Listed records

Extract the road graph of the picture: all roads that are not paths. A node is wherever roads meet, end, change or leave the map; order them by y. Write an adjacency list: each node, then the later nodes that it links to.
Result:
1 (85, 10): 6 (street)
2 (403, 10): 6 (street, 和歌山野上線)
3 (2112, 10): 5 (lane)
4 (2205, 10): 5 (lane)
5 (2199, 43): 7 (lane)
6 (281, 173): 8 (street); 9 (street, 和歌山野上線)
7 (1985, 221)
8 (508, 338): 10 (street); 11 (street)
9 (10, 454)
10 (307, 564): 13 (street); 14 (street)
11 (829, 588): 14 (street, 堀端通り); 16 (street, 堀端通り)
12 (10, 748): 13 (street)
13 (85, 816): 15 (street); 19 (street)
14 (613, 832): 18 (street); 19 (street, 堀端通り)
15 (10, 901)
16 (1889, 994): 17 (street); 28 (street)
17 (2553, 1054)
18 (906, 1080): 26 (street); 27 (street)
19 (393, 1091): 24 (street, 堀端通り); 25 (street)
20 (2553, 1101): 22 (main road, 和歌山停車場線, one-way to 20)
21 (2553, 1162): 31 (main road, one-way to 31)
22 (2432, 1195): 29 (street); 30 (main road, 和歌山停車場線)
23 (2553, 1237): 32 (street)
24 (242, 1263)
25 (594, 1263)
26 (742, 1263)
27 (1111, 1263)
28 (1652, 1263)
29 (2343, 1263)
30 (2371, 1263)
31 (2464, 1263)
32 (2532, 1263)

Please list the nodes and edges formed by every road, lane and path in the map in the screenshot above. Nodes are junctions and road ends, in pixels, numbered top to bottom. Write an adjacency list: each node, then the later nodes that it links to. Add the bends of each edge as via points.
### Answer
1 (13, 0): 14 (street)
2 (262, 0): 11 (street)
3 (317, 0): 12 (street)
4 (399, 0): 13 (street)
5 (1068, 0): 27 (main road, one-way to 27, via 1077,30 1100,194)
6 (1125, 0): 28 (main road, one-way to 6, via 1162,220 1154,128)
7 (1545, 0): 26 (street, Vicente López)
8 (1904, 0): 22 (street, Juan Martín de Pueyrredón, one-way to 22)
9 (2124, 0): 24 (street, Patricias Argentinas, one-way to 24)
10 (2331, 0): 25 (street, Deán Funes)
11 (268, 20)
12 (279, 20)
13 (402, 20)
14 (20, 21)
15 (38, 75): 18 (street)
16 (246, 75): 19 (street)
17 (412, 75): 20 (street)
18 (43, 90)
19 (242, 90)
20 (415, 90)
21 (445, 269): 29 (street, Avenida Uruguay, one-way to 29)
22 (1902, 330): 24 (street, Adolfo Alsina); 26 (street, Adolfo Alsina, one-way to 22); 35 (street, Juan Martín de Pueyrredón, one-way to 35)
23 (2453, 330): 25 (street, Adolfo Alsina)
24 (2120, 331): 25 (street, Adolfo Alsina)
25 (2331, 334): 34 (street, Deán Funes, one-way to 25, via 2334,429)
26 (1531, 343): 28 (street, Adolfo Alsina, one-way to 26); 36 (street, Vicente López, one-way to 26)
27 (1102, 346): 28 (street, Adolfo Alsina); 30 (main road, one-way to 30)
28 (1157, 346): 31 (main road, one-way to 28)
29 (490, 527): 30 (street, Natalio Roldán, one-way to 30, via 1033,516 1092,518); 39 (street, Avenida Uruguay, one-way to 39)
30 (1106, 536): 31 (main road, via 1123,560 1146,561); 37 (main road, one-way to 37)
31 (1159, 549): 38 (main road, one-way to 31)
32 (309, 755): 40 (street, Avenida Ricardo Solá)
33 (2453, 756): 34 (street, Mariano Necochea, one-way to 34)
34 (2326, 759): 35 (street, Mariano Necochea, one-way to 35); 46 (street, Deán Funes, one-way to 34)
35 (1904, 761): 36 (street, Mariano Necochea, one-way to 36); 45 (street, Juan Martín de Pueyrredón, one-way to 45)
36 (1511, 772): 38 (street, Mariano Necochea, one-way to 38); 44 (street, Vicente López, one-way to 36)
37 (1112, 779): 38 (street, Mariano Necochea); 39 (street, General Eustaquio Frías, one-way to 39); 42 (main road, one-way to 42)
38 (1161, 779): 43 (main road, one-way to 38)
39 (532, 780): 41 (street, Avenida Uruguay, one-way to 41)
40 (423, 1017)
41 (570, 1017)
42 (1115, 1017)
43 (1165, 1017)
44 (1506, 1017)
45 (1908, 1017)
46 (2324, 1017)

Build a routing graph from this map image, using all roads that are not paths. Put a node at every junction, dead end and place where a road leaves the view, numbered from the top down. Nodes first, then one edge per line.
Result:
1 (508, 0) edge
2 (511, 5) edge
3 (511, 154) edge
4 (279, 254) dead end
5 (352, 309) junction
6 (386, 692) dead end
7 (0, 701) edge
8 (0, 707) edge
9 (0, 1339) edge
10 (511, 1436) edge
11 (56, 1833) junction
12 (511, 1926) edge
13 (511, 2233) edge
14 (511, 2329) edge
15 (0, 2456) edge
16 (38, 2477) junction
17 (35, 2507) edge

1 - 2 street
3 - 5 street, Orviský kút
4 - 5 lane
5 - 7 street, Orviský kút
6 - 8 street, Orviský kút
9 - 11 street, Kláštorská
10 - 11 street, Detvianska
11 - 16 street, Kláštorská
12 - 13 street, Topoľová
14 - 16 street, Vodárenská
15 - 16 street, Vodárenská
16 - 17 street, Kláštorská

Exercise prompt
The line that contains "Build a routing", the final line of the listing, and every line between them are to be retyped exactly; nothing else.

Answer space
Build a routing graph from this map image, using all roads that are not paths. Put a node at every junction, dead end and place where a road leaves the view, numbered from the top down. Nodes first, then one edge per line.
Result:
1 (508, 0) edge
2 (511, 5) edge
3 (511, 154) edge
4 (279, 254) dead end
5 (352, 309) junction
6 (386, 692) dead end
7 (0, 701) edge
8 (0, 707) edge
9 (0, 1339) edge
10 (511, 1436) edge
11 (56, 1833) junction
12 (511, 1926) edge
13 (511, 2233) edge
14 (511, 2329) edge
15 (0, 2456) edge
16 (38, 2477) junction
17 (35, 2507) edge

1 - 2 street
3 - 5 street, Orviský kút
4 - 5 lane
5 - 7 street, Orviský kút
6 - 8 street, Orviský kút
9 - 11 street, Kláštorská
10 - 11 street, Detvianska
11 - 16 street, Kláštorská
12 - 13 street, Topoľová
14 - 16 street, Vodárenská
15 - 16 street, Vodárenská
16 - 17 street, Kláštorská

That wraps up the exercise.